Ayrıca bankanın yaptığı işlemin sözleşmeden doğan hak ve yükümlülüklerin dürüstlük kuralına aykırı düşecek şekilde tüketici aleyhine dengesizliğe neden olduğu kabul edilemez. Davacının bankadan kullandığı kredi borcunu sözleşme şartlarına uygun olarak ödemesi zorunludur. Davacının taksitlerin maaşından ödenmesini ihtirazı kayıtsız kabul edip daha sonra dava açıp blokenin kaldırılmasını istemesi hakkın kötüye kullanılması olup iyiniyet kurallarıyla bağdaşmaz (TMK m.2). Tüketici haklı bir sebep olmadan sözleşmeyi tek taraflı feshedemez, ifası yapılmış bedellerin iadesini isteyemez, bu şekilde edimin tek taraflı geri istenmesi de hukuken himaye göremez. Aksi halde, kredi isteyen kişinin mali durumu ve maaş gelirine göre borcunun ödenebileceği güvencesiyle kredi veren bankanın alacağının imkânsızlaşması, kötü niyetli bir kredi borçlusunun borcunu hiç ödememesi gibi bir sonuç doğacaktır.
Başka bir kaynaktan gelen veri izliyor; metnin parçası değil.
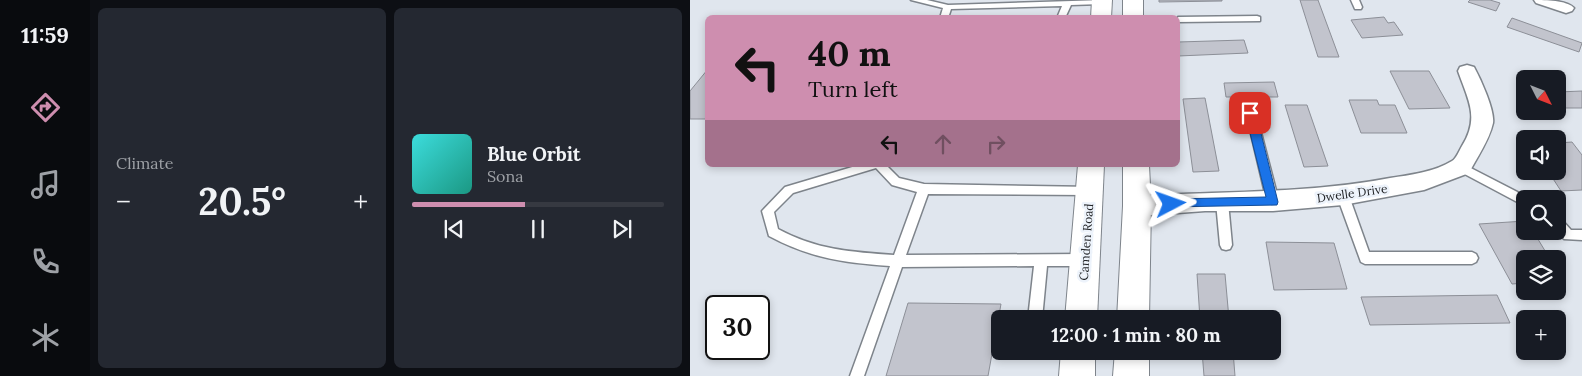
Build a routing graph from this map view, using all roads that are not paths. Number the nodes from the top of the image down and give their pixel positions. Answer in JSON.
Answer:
{"nodes":[{"id":1,"x":915,"y":0,"type":"edge"},
{"id":2,"x":1133,"y":0,"type":"edge"},
{"id":3,"x":1542,"y":0,"type":"edge"},
{"id":4,"x":1073,"y":1,"type":"edge"},
{"id":5,"x":1102,"y":6,"type":"edge"},
{"id":6,"x":948,"y":7,"type":"junction"},
{"id":7,"x":1566,"y":8,"type":"dead end"},
{"id":8,"x":945,"y":15,"type":"edge"},
{"id":9,"x":1063,"y":15,"type":"edge"},
{"id":10,"x":1133,"y":15,"type":"edge"},
{"id":11,"x":1257,"y":18,"type":"dead end"},
{"id":12,"x":1180,"y":20,"type":"edge"},
{"id":13,"x":1467,"y":71,"type":"dead end"},
{"id":14,"x":1250,"y":113,"type":"dead end"},
{"id":15,"x":866,"y":167,"type":"edge"},
{"id":16,"x":881,"y":167,"type":"edge"},
{"id":17,"x":1136,"y":167,"type":"edge"},
{"id":18,"x":1461,"y":167,"type":"junction"},
{"id":19,"x":1090,"y":178,"type":"edge"},
{"id":20,"x":924,"y":189,"type":"junction"},
{"id":21,"x":1343,"y":196,"type":"junction"},
{"id":22,"x":1516,"y":196,"type":"edge"},
{"id":23,"x":1222,"y":202,"type":"junction"},
{"id":24,"x":1272,"y":202,"type":"junction"},
{"id":25,"x":1137,"y":206,"type":"junction"},
{"id":26,"x":1566,"y":233,"type":"edge"},
{"id":27,"x":1582,"y":235,"type":"edge"},
{"id":28,"x":1226,"y":245,"type":"dead end"},
{"id":29,"x":1472,"y":258,"type":"dead end"},
{"id":30,"x":1041,"y":260,"type":"junction"},
{"id":31,"x":1084,"y":260,"type":"junction"},
{"id":32,"x":898,"y":261,"type":"junction"},
{"id":33,"x":1036,"y":310,"type":"edge"},
{"id":34,"x":1081,"y":310,"type":"edge"},
{"id":35,"x":1133,"y":310,"type":"edge"},
{"id":36,"x":1078,"y":360,"type":"edge"},
{"id":37,"x":1132,"y":360,"type":"edge"},
{"id":38,"x":857,"y":375,"type":"edge"},
{"id":39,"x":1077,"y":376,"type":"edge"},
{"id":40,"x":1131,"y":376,"type":"edge"}],
"edges":[{"from":1,"to":6,"type":"lane"},
{"from":2,"to":10,"type":"street"},
{"from":3,"to":7,"type":"street"},
{"from":4,"to":5,"type":"lane"},
{"from":4,"to":6,"type":"lane"},
{"from":4,"to":9,"type":"lane"},
{"from":6,"to":8,"type":"lane"},
{"from":11,"to":12,"type":"lane"},
{"from":13,"to":18,"type":"street"},
{"from":14,"to":24,"type":"lane"},
{"from":15,"to":32,"type":"lane"},
{"from":16,"to":20,"type":"lane"},
{"from":17,"to":25,"type":"street"},
{"from":18,"to":21,"type":"street","name":"Dwelle Drive"},
{"from":18,"to":22,"type":"lane"},
{"from":19,"to":20,"type":"lane"},
{"from":19,"to":31,"type":"street","name":"Camden Road"},
{"from":20,"to":32,"type":"lane"},
{"from":21,"to":24,"type":"street","name":"Dwelle Drive"},
{"from":21,"to":29,"type":"lane"},
{"from":23,"to":24,"type":"street","name":"Dwelle Drive"},
{"from":23,"to":25,"type":"street","name":"Dwelle Drive"},
{"from":23,"to":28,"type":"lane"},
{"from":25,"to":35,"type":"street"},
{"from":26,"to":27,"type":"lane"},
{"from":30,"to":31,"type":"lane"},
{"from":30,"to":32,"type":"lane"},
{"from":30,"to":33,"type":"lane"},
{"from":31,"to":34,"type":"street","name":"Camden Road"},
{"from":32,"to":38,"type":"lane"},
{"from":36,"to":39,"type":"street"},
{"from":37,"to":40,"type":"street"}]}
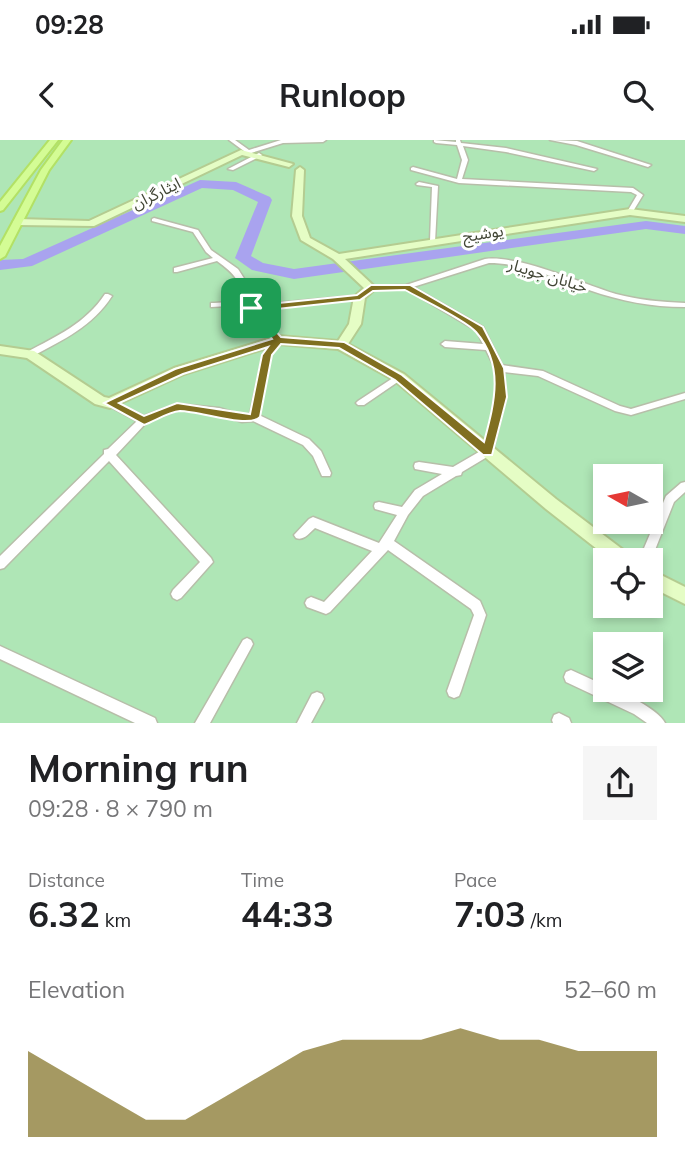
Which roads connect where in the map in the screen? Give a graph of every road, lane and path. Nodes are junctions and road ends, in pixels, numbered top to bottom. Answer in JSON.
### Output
{"nodes":[{"id":1,"x":54,"y":140,"type":"edge"},
{"id":2,"x":67,"y":140,"type":"edge"},
{"id":3,"x":232,"y":140,"type":"edge"},
{"id":4,"x":323,"y":140,"type":"edge"},
{"id":5,"x":514,"y":140,"type":"edge"},
{"id":6,"x":553,"y":140,"type":"edge"},
{"id":7,"x":436,"y":141,"type":"edge"},
{"id":8,"x":458,"y":142,"type":"edge"},
{"id":9,"x":506,"y":150,"type":"junction"},
{"id":10,"x":248,"y":152,"type":"junction"},
{"id":11,"x":259,"y":155,"type":"junction"},
{"id":12,"x":648,"y":165,"type":"dead end"},
{"id":13,"x":231,"y":169,"type":"dead end"},
{"id":14,"x":414,"y":169,"type":"dead end"},
{"id":15,"x":594,"y":169,"type":"dead end"},
{"id":16,"x":45,"y":170,"type":"junction"},
{"id":17,"x":459,"y":181,"type":"junction"},
{"id":18,"x":419,"y":184,"type":"dead end"},
{"id":19,"x":10,"y":195,"type":"junction"},
{"id":20,"x":1,"y":206,"type":"edge"},
{"id":21,"x":630,"y":212,"type":"junction"},
{"id":22,"x":685,"y":219,"type":"edge"},
{"id":23,"x":154,"y":220,"type":"dead end"},
{"id":24,"x":18,"y":222,"type":"junction"},
{"id":25,"x":433,"y":241,"type":"junction"},
{"id":26,"x":2,"y":253,"type":"edge"},
{"id":27,"x":218,"y":259,"type":"junction"},
{"id":28,"x":338,"y":259,"type":"junction"},
{"id":29,"x":177,"y":270,"type":"dead end"},
{"id":30,"x":407,"y":287,"type":"junction"},
{"id":31,"x":371,"y":288,"type":"junction"},
{"id":32,"x":108,"y":296,"type":"dead end"},
{"id":33,"x":360,"y":298,"type":"junction"},
{"id":34,"x":214,"y":305,"type":"dead end"},
{"id":35,"x":685,"y":305,"type":"edge"},
{"id":36,"x":250,"y":306,"type":"junction"},
{"id":37,"x":278,"y":340,"type":"junction"},
{"id":38,"x":445,"y":344,"type":"dead end"},
{"id":39,"x":341,"y":345,"type":"junction"},
{"id":40,"x":487,"y":347,"type":"junction"},
{"id":41,"x":0,"y":350,"type":"edge"},
{"id":42,"x":30,"y":354,"type":"junction"},
{"id":43,"x":499,"y":368,"type":"junction"},
{"id":44,"x":399,"y":377,"type":"junction"},
{"id":45,"x":685,"y":396,"type":"edge"},
{"id":46,"x":110,"y":403,"type":"junction"},
{"id":47,"x":361,"y":403,"type":"dead end"},
{"id":48,"x":254,"y":417,"type":"junction"},
{"id":49,"x":144,"y":420,"type":"junction"},
{"id":50,"x":488,"y":451,"type":"junction"},
{"id":51,"x":108,"y":453,"type":"junction"},
{"id":52,"x":419,"y":466,"type":"dead end"},
{"id":53,"x":458,"y":472,"type":"junction"},
{"id":54,"x":326,"y":473,"type":"dead end"},
{"id":55,"x":685,"y":486,"type":"edge"},
{"id":56,"x":379,"y":506,"type":"dead end"},
{"id":57,"x":404,"y":512,"type":"junction"},
{"id":58,"x":300,"y":535,"type":"dead end"},
{"id":59,"x":384,"y":546,"type":"junction"},
{"id":60,"x":609,"y":548,"type":"edge"},
{"id":61,"x":650,"y":548,"type":"edge"},
{"id":62,"x":0,"y":565,"type":"edge"},
{"id":63,"x":663,"y":584,"type":"edge"},
{"id":64,"x":177,"y":594,"type":"dead end"},
{"id":65,"x":685,"y":596,"type":"edge"},
{"id":66,"x":311,"y":603,"type":"dead end"},
{"id":67,"x":247,"y":644,"type":"dead end"},
{"id":68,"x":0,"y":652,"type":"edge"},
{"id":69,"x":571,"y":677,"type":"dead end"},
{"id":70,"x":454,"y":691,"type":"dead end"},
{"id":71,"x":317,"y":699,"type":"dead end"},
{"id":72,"x":150,"y":723,"type":"edge"},
{"id":73,"x":202,"y":723,"type":"edge"},
{"id":74,"x":304,"y":723,"type":"edge"},
{"id":75,"x":658,"y":723,"type":"edge"}],
"edges":[{"from":1,"to":19,"type":"main road"},
{"from":2,"to":16,"type":"main road"},
{"from":3,"to":10,"type":"street"},
{"from":4,"to":10,"type":"street"},
{"from":5,"to":9,"type":"street"},
{"from":6,"to":12,"type":"street"},
{"from":7,"to":8,"type":"street"},
{"from":8,"to":9,"type":"street"},
{"from":8,"to":17,"type":"street"},
{"from":9,"to":15,"type":"street"},
{"from":10,"to":11,"type":"street"},
{"from":10,"to":24,"type":"street","name":"ایثارگران"},
{"from":11,"to":13,"type":"street"},
{"from":11,"to":28,"type":"street"},
{"from":14,"to":17,"type":"street"},
{"from":16,"to":19,"type":"main road"},
{"from":16,"to":24,"type":"main road"},
{"from":17,"to":21,"type":"street"},
{"from":18,"to":25,"type":"street"},
{"from":19,"to":20,"type":"main road"},
{"from":21,"to":22,"type":"street","name":"یوشیج"},
{"from":21,"to":25,"type":"street","name":"یوشیج"},
{"from":23,"to":27,"type":"street"},
{"from":24,"to":26,"type":"main road"},
{"from":25,"to":28,"type":"street","name":"یوشیج"},
{"from":27,"to":29,"type":"street"},
{"from":27,"to":36,"type":"street"},
{"from":28,"to":31,"type":"street"},
{"from":30,"to":31,"type":"street","name":"خیابان جویبار"},
{"from":30,"to":35,"type":"street","name":"خیابان جویبار"},
{"from":30,"to":40,"type":"street"},
{"from":31,"to":33,"type":"street"},
{"from":32,"to":42,"type":"street"},
{"from":33,"to":36,"type":"street"},
{"from":33,"to":39,"type":"street"},
{"from":34,"to":36,"type":"street"},
{"from":36,"to":37,"type":"street"},
{"from":37,"to":39,"type":"street"},
{"from":37,"to":46,"type":"street"},
{"from":37,"to":48,"type":"street"},
{"from":38,"to":40,"type":"street"},
{"from":39,"to":44,"type":"street"},
{"from":40,"to":43,"type":"street"},
{"from":41,"to":42,"type":"street"},
{"from":42,"to":46,"type":"street"},
{"from":43,"to":45,"type":"street"},
{"from":43,"to":50,"type":"street"},
{"from":44,"to":47,"type":"street"},
{"from":44,"to":50,"type":"street"},
{"from":46,"to":49,"type":"street"},
{"from":48,"to":49,"type":"street"},
{"from":48,"to":54,"type":"street"},
{"from":49,"to":51,"type":"street"},
{"from":50,"to":53,"type":"street"},
{"from":50,"to":60,"type":"street"},
{"from":51,"to":62,"type":"street"},
{"from":51,"to":64,"type":"street"},
{"from":52,"to":53,"type":"street"},
{"from":53,"to":57,"type":"street"},
{"from":55,"to":61,"type":"street"},
{"from":56,"to":57,"type":"street"},
{"from":57,"to":59,"type":"street"},
{"from":58,"to":59,"type":"street"},
{"from":59,"to":66,"type":"street"},
{"from":59,"to":70,"type":"street"},
{"from":63,"to":65,"type":"street"},
{"from":67,"to":73,"type":"street"},
{"from":68,"to":72,"type":"street"},
{"from":69,"to":75,"type":"street"},
{"from":71,"to":74,"type":"street"}]}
Hal böyle olunca, mahkemece uyuşmazlığın sözleşmeye bağlılık, ahde vefa ilkesi ve tarafları bağlayan sözleşme hükümleri çerçevesinde çözümlenmesi gerekirken yazılı şekilde karar verilmesi usul ve yasaya aykırı olup, bozmayı gerektirir.

SONUÇ : Yukarıda açıklanan nedenle hükmün BOZULMASINA, HUMK’nun 440/III-1 maddesi uyarınca karar düzeltme yolu kapalı olmak üzere, 22.05.2019 gününde oybirliğiyle karar verildi.